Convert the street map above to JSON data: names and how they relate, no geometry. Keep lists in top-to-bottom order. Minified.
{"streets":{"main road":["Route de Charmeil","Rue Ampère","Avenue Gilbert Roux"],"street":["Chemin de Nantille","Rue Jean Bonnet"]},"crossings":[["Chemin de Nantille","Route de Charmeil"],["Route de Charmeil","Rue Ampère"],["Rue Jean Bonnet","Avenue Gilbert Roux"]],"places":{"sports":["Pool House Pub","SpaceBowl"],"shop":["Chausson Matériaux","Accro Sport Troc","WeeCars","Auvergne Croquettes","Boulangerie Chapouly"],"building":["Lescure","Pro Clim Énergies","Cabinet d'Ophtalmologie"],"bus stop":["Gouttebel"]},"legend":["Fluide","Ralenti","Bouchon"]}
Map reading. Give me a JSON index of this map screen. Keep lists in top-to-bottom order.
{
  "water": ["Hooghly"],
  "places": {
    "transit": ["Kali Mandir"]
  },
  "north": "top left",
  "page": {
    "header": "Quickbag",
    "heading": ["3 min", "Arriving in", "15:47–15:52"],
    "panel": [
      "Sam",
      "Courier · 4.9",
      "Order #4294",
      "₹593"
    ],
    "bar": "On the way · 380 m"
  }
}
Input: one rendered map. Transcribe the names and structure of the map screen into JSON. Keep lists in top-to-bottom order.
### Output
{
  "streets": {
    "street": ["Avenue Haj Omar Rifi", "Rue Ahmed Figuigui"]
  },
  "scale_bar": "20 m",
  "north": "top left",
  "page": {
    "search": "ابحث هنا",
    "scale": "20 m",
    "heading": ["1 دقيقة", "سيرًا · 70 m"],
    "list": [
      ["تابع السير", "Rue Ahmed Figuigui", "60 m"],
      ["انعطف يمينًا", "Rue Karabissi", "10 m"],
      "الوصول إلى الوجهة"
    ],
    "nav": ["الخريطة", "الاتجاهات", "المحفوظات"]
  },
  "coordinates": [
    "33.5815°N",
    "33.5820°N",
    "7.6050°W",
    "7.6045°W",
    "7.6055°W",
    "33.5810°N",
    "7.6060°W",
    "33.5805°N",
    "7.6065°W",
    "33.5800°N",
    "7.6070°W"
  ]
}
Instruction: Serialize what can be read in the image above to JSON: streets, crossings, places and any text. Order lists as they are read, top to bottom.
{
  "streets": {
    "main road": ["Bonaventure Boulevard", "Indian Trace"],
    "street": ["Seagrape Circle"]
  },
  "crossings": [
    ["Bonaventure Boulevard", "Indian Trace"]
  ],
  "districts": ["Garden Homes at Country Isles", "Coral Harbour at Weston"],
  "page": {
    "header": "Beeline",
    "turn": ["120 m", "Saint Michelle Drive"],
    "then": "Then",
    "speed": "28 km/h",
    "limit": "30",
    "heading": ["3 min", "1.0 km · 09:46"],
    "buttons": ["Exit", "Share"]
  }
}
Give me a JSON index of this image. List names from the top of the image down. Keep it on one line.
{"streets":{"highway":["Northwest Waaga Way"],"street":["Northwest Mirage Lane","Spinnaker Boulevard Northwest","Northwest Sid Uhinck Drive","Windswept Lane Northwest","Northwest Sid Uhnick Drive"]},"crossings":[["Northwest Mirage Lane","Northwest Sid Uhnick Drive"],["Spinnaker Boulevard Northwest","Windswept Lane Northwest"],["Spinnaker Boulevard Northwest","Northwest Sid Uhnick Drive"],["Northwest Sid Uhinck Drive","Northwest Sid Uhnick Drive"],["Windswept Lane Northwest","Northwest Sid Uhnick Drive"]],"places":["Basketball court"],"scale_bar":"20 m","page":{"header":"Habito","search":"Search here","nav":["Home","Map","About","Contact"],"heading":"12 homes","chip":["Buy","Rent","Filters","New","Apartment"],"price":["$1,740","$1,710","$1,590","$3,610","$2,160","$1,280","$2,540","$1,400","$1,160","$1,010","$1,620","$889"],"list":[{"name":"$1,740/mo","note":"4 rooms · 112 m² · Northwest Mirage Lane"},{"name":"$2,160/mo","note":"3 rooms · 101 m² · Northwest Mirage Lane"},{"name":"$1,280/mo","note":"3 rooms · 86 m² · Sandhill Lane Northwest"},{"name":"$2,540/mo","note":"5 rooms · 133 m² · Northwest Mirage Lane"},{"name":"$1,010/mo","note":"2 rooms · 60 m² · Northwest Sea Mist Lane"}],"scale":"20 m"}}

Work to complete:
A word-for-word copy of the lines from the one with "Give me a JSON index of this image." through the end of the listing is what should be returned.

Answer below:
Give me a JSON index of this image. List names from the top of the image down. Keep it on one line.
{"streets":{"highway":["Northwest Waaga Way"],"street":["Northwest Mirage Lane","Spinnaker Boulevard Northwest","Northwest Sid Uhinck Drive","Windswept Lane Northwest","Northwest Sid Uhnick Drive"]},"crossings":[["Northwest Mirage Lane","Northwest Sid Uhnick Drive"],["Spinnaker Boulevard Northwest","Windswept Lane Northwest"],["Spinnaker Boulevard Northwest","Northwest Sid Uhnick Drive"],["Northwest Sid Uhinck Drive","Northwest Sid Uhnick Drive"],["Windswept Lane Northwest","Northwest Sid Uhnick Drive"]],"places":["Basketball court"],"scale_bar":"20 m","page":{"header":"Habito","search":"Search here","nav":["Home","Map","About","Contact"],"heading":"12 homes","chip":["Buy","Rent","Filters","New","Apartment"],"price":["$1,740","$1,710","$1,590","$3,610","$2,160","$1,280","$2,540","$1,400","$1,160","$1,010","$1,620","$889"],"list":[{"name":"$1,740/mo","note":"4 rooms · 112 m² · Northwest Mirage Lane"},{"name":"$2,160/mo","note":"3 rooms · 101 m² · Northwest Mirage Lane"},{"name":"$1,280/mo","note":"3 rooms · 86 m² · Sandhill Lane Northwest"},{"name":"$2,540/mo","note":"5 rooms · 133 m² · Northwest Mirage Lane"},{"name":"$1,010/mo","note":"2 rooms · 60 m² · Northwest Sea Mist Lane"}],"scale":"20 m"}}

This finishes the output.